I don’t know where to begin. Jan 10th, 2009…I walked away. Packed it all up, H came home and I told him I was leaving him. He had no idea things were wrong even though the last three – five years I told him things were not right. I told him November 2008 that I was looking for my own apartment and hoped to be out on my own January 2009. He didn’t believe me or hear me or wanted to comprehend. My brother ended up passing away December 2008 so much more added stress which took me out of state to tend to funeral and what not.
The 3-5 years prior I had gained a lot of weight. Our marriage was based on common interests and activity. The verbal abuse of my weight gain and the nagging became tiresome. I had even resorted to triathlons to drop the weight to no avail. I became the pre-WAW, withdrew, started putting money away so I could leave. During this time I did not know at the time, but I was having an EA which then turned into a PA in Sept 08, which I am currently in and starting to come out of the fog.
In the past year I have filed for D in June, lived with OM and H. Back and forth four or five times. The last time I moved back to H, he was doing the groveling, begging and telling me he loved me, all common things NOT to do. I was back in the “night mare” and decided it was time to get out of all this. Last Friday was mediation day to “settle”. SHIAT, too easy. D is just too damned EASY. I feel I have put 110% into marriage with a self centered person. I TOLD him things were not going well. I TOLD him we needed counseling. I TOLD him if he didn’t pay attention to his wife, she would be gone. I TOLD him if he told me one more time if “you don’t like it you can leave” that I WOULD leave. I NEVER nagged, that I know of. Maybe I should have. He told me he has changed. He wanted to show me. He wanted me to give it an honest shot. I just couldn’t with all the “whining and groveling” he was doing. I’ve been in IC most of my married life trying to figure out what my problem was. Why wasn’t my marriage working out? My fault? Why do I truly feel that I haven’t done everything I could possibly do to save my marriage? Even though I DID the work? I went to the IC. I read the self help books on trying to save the marriage. WTF??

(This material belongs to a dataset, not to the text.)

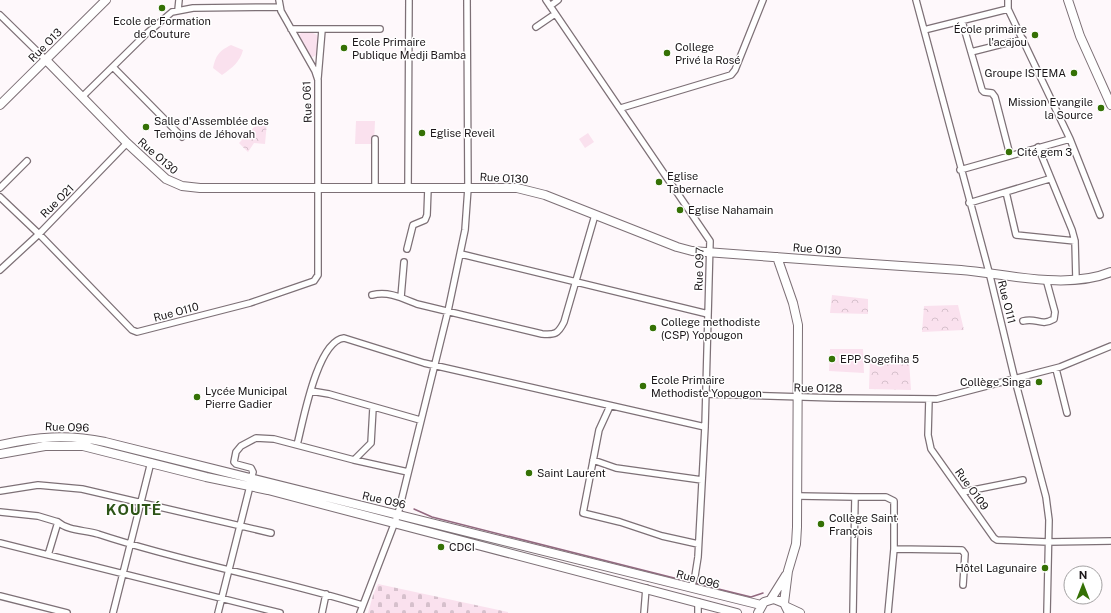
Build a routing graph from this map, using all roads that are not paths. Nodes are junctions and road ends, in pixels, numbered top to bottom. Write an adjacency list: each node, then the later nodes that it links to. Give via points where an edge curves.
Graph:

At the time I made my decision to leave my H, I had gotten WLS (weight loss surgery). OM was telling my how wonderful I was and beautiful I was w/o the surgery. Even tried to talk me out of the surgery. GEE who am I going to turn to? The H that has conditions of weight on the marriage or the OM that is full of compliments no matter what?
What brought me here? I was at a bookstore looking for a book on how to deal with the emotion of a divorce. What was next to that book I wanted? DR! I picked up DR and found the section on a WAW and just started BAWLING my eyes out and that has brought me to this forum.
There is NO OTHER person that I will find that will have the same common interests, activities, views on life, etc.
As it stands, I am living in another state with OM. I had no where else to go because H shut all credit cards off and closed checking accounts and wasn’t giving me spousal support. He wouldn’t give me any money till we saw the mediator and it was all in writing. (My option was to live with H or to opt out and go live with OM for I have NO family or friends in the area) If I ordered spousal support through the court that put us into litigation instead of mediation. All that’s left for D to be final is to get a listing of the assets, VIN #’s on vehicles, check to the mediator and our judgment will be typed up for us to sign and for it to go to the judge.
How do I work through all this? How do I get my H to give me one more shot? I will be calling for phone coaching.